My mom knew it was me that had taken it. She tried to get me to tell where it was. But I didn't. I refused. I never told anyone.

I look back on that story, and my first thought is, "Wow, that was definitely before I devoted my life to Jesus." Because if that had taken place after I made the decision to devote every single bit of everything 100% to God, then I would have told them where the balloons were. Because stealing is a sin and because I need to put others first- if other people want to have balloons and I don't, the correct Christian thing to do is to submit and die to self and let them have the balloons without saying anything about it.

If this was after I devoted my life to Jesus, then I could have been guilted into "doing the right thing" with a bit of talk about sin and selfishness and trusting God and obeying even when it's scary. It would have been framed as a choice between the "sinful" thing (hiding the balloons) and the "Christian" thing (submitting to other people's choice to have balloons at the party).

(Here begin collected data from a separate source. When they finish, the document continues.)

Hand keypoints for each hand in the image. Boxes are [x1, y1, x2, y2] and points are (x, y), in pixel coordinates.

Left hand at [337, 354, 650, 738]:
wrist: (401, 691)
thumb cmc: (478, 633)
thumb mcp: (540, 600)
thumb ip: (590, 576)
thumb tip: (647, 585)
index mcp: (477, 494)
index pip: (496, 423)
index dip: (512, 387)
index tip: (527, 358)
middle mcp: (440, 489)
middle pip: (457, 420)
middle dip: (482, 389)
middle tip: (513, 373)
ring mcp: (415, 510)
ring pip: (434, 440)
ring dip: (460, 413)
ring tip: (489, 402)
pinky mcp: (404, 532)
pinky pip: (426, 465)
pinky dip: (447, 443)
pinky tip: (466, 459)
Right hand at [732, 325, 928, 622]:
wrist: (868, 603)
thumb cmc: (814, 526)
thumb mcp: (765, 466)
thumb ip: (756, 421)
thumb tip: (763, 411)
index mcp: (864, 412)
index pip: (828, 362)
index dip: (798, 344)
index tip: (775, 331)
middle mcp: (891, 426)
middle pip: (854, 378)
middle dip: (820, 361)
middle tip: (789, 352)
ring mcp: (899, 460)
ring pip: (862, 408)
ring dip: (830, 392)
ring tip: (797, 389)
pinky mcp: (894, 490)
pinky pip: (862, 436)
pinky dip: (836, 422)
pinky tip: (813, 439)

In that ideology, there's no way to recognize what's really going on: That loud sounds are unbearably painful for me and so I have a 100% legitimate NEED to not be at a party with balloons. I was never taught to get to know myself and my needs, I was never taught that it's okay if my needs are different from other people's, I was never taught that I should insist that my needs be respected even if other people didn't think that was important.

It was wrong to take the balloons and hide them (ideally I should communicate my needs to other people and be free to not attend the party if those needs aren't met) but I don't regret it one bit. It was the only way I had to protect myself back then. It would be another 10 to 15 years before I had access to concepts like "sensory pain" and "advocating for myself." (And autism.)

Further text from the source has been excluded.